Ellis is big on promoting this series, although not always big at actually WRITING it: the issues are dirt cheap, but it's often a six month stretch between them. Issue ten will be out... some day, but for now, Feral City can be purchased for around $20 Canadian, which would be a good price even if the comics were crap. Instead, you'll be getting a fusion of art and story that fully showcases why the comic book is a worthy medium for the art of narration.
...And no, no one's paying me to sell Fell volumes.
Wednesday, December 3, 2008
Extends to Luxury, extends to Lust:
And if we count among the Needs of life
Another's Toil, why not another's Wife?
--Alexander Pope, "Epistle to Bathurst"
Tuesday, December 2, 2008
My marking for students is almost done--I've got about 8 assignments left to mark, and 5 of those are because the student in question hasn't handed them in. I can't remember the last time I was so entertained by my students' final essays. For the most part, they're a pretty sharp bunch, especially for a first year course. (Either I'm getting easy in my old age, or it's because it's a first year course full of fourth year students wanting to cross off their English elective.) And the essays have had some really, really awesome secondary sources. One managed to use Mein Kampf to draw a connection between propaganda and the US in a way that wasn't entirely inflammatory. (Just partially inflammatory, which is what happens when you mention Hitler. Ever. And I can't wait to see the interesting key-word searches this post will create.) Another used Baldwin's PETA video. I checked that out personally. I was expecting a happy-go-lucky fun-loving Baldwin, ala 30 Rock. That is not what I got. Most disturbing thing ever. Finally, one student writing about school discipline used a 1953 film designed for 8 year olds. This lead to a three hour marathon in which Person and friend watched the entire gamut of 50s educational films, from the weenie roasts in "What To Do on a Date" to the bold truth in "The Trouble with Women." Surprisingly, the male-oriented "As Boys Grow" was very accurate. The female "As Girls Grow" was not--ladies, remember that to be safe, you should avoid washing your hair when you're having your period.

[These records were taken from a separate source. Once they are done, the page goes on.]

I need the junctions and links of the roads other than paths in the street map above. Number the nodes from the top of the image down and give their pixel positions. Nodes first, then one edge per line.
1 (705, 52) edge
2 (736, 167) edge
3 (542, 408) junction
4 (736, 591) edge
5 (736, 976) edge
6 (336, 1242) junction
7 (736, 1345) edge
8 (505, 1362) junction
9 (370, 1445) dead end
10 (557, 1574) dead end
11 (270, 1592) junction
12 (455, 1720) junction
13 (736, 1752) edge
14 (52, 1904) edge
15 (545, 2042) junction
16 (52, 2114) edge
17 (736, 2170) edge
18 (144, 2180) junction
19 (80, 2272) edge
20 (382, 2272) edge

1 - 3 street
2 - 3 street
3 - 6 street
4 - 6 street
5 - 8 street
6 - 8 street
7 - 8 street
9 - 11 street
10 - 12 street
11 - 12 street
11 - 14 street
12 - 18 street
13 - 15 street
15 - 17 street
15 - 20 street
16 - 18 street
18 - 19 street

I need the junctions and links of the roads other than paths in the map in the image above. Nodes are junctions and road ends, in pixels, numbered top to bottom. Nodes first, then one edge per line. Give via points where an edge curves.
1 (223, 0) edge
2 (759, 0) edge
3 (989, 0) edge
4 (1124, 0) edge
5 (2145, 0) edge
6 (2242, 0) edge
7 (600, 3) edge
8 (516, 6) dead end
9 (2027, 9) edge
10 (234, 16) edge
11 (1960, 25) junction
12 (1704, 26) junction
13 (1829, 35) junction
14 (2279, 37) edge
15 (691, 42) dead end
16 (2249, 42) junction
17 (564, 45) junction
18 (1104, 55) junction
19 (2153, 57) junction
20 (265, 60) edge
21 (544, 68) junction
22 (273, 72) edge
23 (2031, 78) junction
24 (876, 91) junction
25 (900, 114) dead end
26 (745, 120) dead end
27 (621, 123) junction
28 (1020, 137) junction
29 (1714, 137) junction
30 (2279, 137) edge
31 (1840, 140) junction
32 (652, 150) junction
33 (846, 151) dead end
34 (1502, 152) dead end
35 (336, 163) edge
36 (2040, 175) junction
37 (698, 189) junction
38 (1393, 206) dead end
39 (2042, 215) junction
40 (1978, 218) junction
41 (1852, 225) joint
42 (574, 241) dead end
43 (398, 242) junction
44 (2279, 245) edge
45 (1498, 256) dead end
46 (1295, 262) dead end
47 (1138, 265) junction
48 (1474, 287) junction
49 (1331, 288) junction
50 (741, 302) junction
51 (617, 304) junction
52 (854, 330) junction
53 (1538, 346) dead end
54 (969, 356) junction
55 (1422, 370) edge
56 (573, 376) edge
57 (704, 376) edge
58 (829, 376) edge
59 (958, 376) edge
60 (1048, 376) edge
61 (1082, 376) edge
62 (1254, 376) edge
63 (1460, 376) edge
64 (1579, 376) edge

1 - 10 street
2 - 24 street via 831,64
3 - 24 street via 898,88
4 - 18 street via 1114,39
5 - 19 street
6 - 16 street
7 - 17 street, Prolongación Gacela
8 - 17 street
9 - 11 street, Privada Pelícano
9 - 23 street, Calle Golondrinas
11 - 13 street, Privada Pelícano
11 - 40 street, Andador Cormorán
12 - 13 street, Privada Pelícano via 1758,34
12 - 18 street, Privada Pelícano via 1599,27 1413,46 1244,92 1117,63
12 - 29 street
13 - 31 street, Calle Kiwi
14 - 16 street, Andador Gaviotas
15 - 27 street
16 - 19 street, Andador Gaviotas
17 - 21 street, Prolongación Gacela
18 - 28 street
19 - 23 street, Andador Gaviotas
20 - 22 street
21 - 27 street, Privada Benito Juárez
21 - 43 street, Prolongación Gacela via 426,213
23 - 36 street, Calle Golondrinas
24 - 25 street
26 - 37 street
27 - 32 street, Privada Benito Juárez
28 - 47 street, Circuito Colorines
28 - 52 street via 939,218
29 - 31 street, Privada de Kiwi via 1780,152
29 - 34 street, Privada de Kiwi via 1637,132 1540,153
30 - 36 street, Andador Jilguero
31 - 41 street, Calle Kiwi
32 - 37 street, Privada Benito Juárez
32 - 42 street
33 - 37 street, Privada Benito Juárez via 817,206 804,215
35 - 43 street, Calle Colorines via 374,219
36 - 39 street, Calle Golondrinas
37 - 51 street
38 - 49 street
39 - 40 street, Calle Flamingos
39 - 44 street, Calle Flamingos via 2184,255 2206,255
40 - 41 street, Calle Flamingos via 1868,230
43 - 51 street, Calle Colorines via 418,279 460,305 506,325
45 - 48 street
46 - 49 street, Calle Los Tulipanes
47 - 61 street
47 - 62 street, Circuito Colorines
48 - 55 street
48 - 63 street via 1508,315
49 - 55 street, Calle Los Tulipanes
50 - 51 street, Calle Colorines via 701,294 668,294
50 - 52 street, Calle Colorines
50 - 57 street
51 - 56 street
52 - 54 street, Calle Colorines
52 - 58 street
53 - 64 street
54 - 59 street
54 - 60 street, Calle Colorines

That's how it works, right? Sadly, since the student was using a 1953 film without either irony or historical context, it didn't really work for a university level paper.
My work for the blog class is done too; I'm ready for the presentation on Friday, slideshow and all. The slideshow will be an academic first for me, so I'm hoping it works well. I'm comparing one comic book blog that involved detailed, personal introspection and another that involved the Punisher punching a polar bear in the face. Which will the audience prefer?
The only thing not going well is my 18th century paper. It's 15-20 pages, and I've finished... um, well, I wrote an outline. *Cough*. Since I've given up on finishing that one by Saturday, the question now is how to minimize the number of books I need to take home. So far, I've winnowed it down to a mere fifteen.
Yeah, maybe I should go work on that instead of typing this.